„Deutsch ist ein Adjektiv. Das deutsche Volk ist gleichsam doppelt gemoppelt. Denn Deutsch heißt völkisch. Ins Neuhochdeutsche übersetzt. Kommt von dem alten Wort aus der Karolingerzeit überliefert ‚Theodisc‘, althochdeutsch, das heißt: in der Sprache des Volkes. Was anderes heißt das nicht. Und die Deutschen sind die, die in ihrer Sprache sprechen. Was ihre Sprache dann ist, das wird damit nicht ausgedrückt. Die Sprecher dieser Sprache waren Bayern, die sprachen bayerisch, waren Alemannen, sprachen alemannisch, waren Franken, sprachen fränkisch, und so weiter.“
(Johannes Fried, Mittelalter-Historiker, bis 2009 Lehrstuhl in Frankfurt a.M.)
In seiner „kurzen Geschichte der deutschen Sprache“ geht J. Bär von erstmals in der zweiten Hälfte des 8. Jahrhunderts dokumentierten, zur germanischen Sprachfamilie gehörenden Schreibsprachen aus, die als Vorstufe des Deutschen gelten können. Auch Bär verwendet nicht die traditionelle Bezeichnung althochdeutsche Periode (etwa 750-ca. 1000) der deutschen Sprachgeschichte, sondern bevorzugt für sie ebenfalls die Bezeichnung theodisk. Althochdeutsch blendet seiner Meinung nach die sprachhistorisch relevante, nur wenig jüngere altniederdeutsche (auch: altsächsische) Schreibtradition aus, während sich theodisk sowohl auf hoch- wie auf niederdeutsche Sprachzeugnisse beziehen lässt. Bei den gefundenen Dokumenten handelt es sich nämlich nicht nur um einen einzigen, sondern um mehrere ganz unterschiedliche Schreibdialekte, von denen nur einige zum Hochdeutschen zu rechnen sind bzw. die Sprachformen dokumentieren, bei denen die zweite Lautverschiebung vollzogen ist.
theodisk – diutsch – deutsch
Ab etwa dem Jahr 1000 taucht die schriftlich belegte Form diutisc, ab dem 12. Jahrhundert dann diutsch (gesprochen: dütsch mit langem ü) auf. Beide lassen sich etymologisch aus der femininen, heute ausgestorbenen, Form diot, diet (Volk, Volksstamm) erschließen (Vornamen wie Dietrich, Dieter oder Dietlind sind letzte Denkmäler dieser Silbe). Sowohl zur germanischen Vorform theoda (die allerdings nicht belegt ist) als auch zu diutisc lässt sich das Adjektiv theodisk bilden, das dann wörtlich so viel wie völkisch, d.h. volkhaft, nach Art des Volkes, dem Volk zugehörig bedeutet haben muss.

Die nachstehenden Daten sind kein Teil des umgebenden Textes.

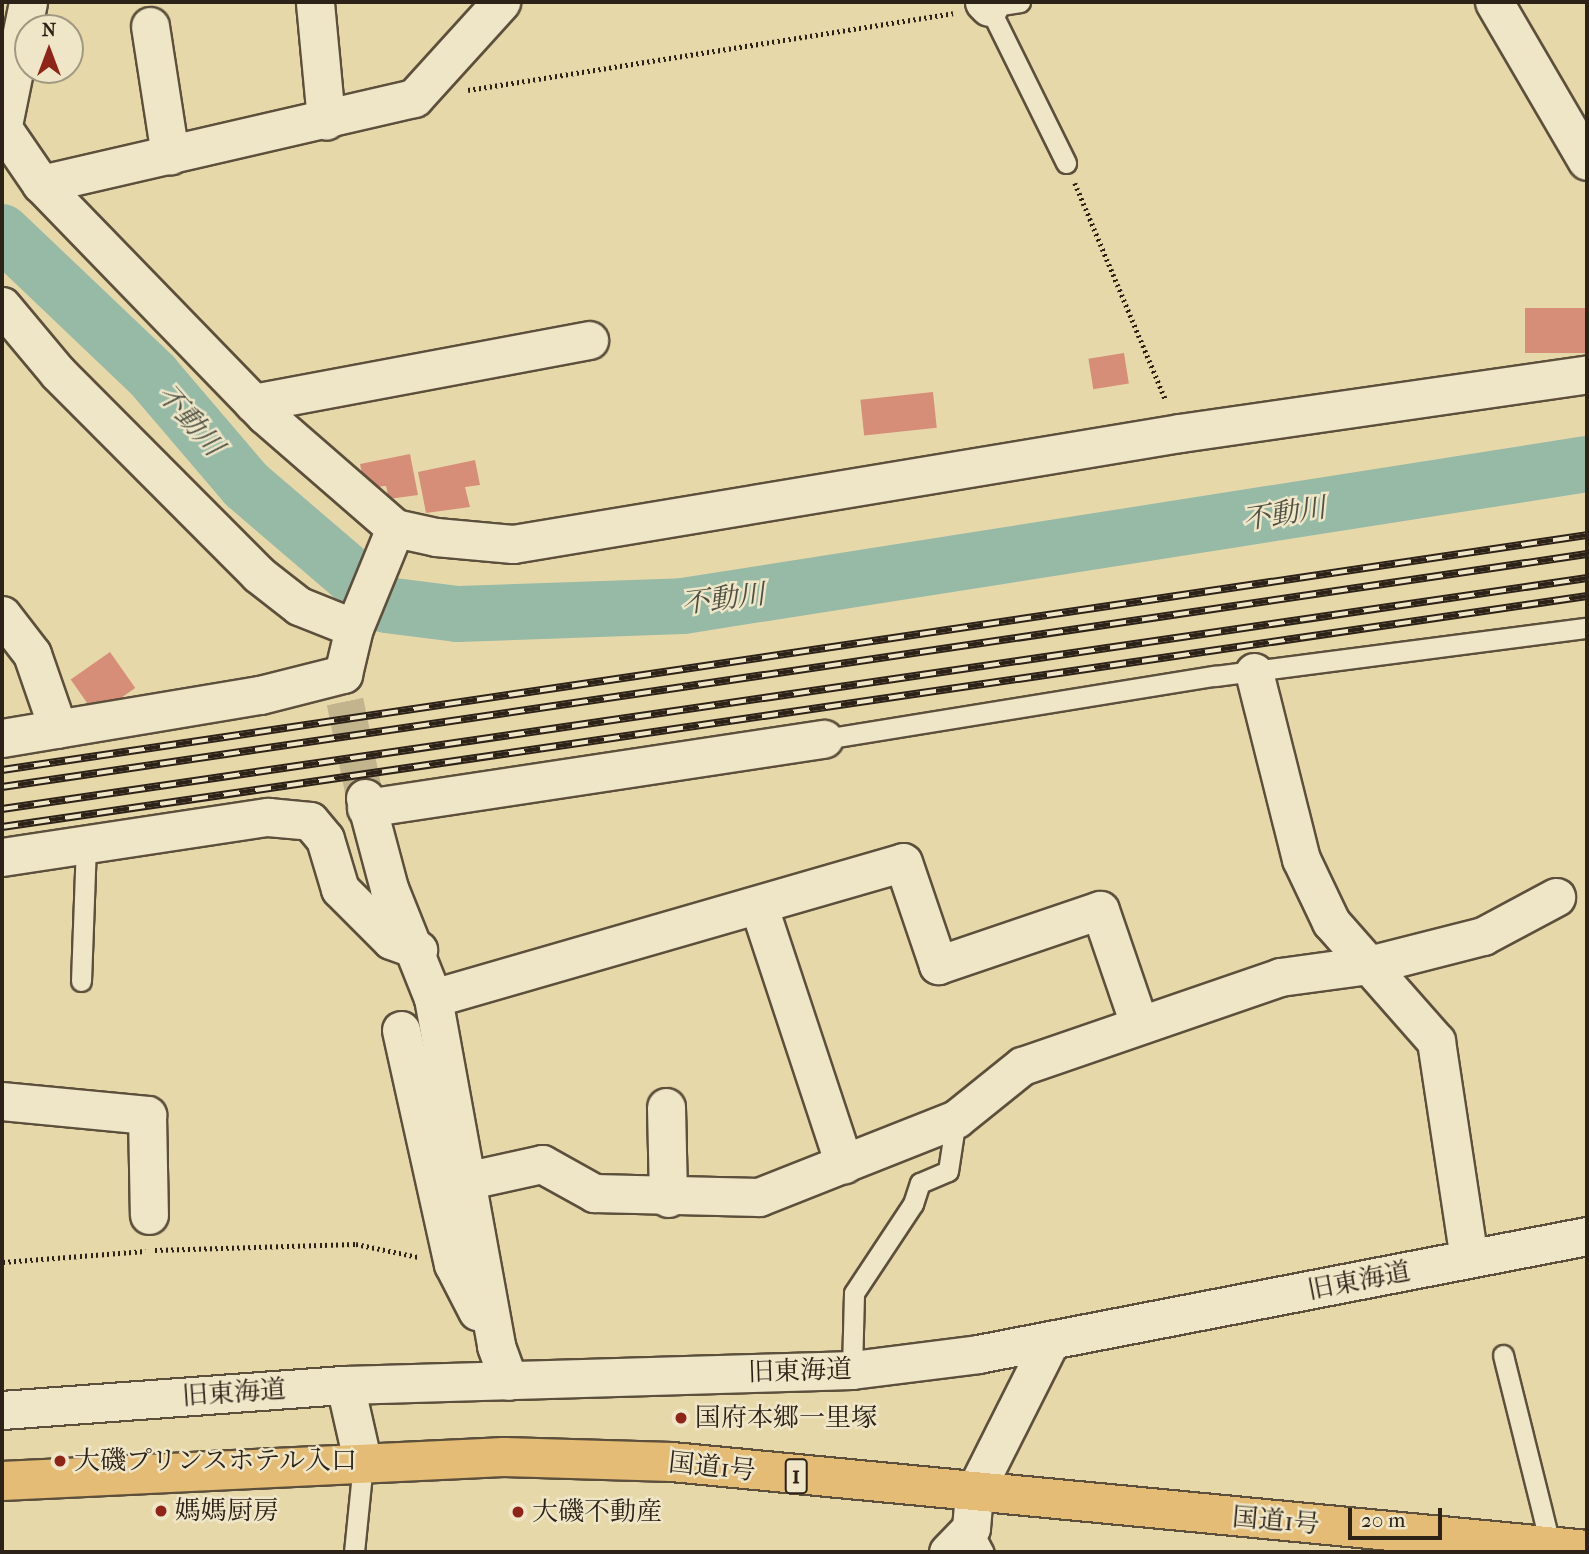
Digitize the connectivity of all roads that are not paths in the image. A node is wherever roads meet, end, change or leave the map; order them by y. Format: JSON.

Die Lautverschiebung Das Hochdeutsche bildete sich im Unterschied zu den übrigen germanischen Sprachen und Dialekten (auch zum Niederdeutschen) durch die „zweite oder hochdeutsche Lautverschiebung“ heraus. Am Ende der Völkerwanderungszeit, wahrscheinlich zwischen dem 6.-8. Jahrhundert nach Chr., veränderte sich das Konsonantensystem zum zweiten Mal: u.a. wurde p und pp zu pf, t zu s und k zu ch, so dass z. B. engl. plough und apple gegenüber dt. Pflug und Apfel steht, engl. that gegenüber dt. das und engl. make gegenüber dt. machen. |
Gut belegt ist dagegen seit Ende des 8. Jahrhunderts die mittellateinische Entsprechung theodiscus, die aber ebenfalls nicht deutsch in unserem landläufig verwendeten Sinne bedeutet, sondern volkssprachlich (= die Sprache, die das Volk spricht, während die Gelehrten Latein sprechen).
Sprache des Volkes könnte theoretisch im karolingischen Frankenreich also durchaus auch eine romanische Volkssprache, z. B. Altfranzösisch, gewesen sein. Der älteste theodiscus-Beleg aus dem Jahre 786 zeigt allerdings, dass es sich eher um Sprachen der germanischen Sprachfamilie handelte.
Das Wort diutsch bedeutet später dann sprachliche Gemeinsamkeit (nicht aber sprachliche Einheit): immer noch bezeichnet der Begriff die Unterscheidung in eigene Sprache und fremde Sprachen (v.a. Latein und Altfranzösisch).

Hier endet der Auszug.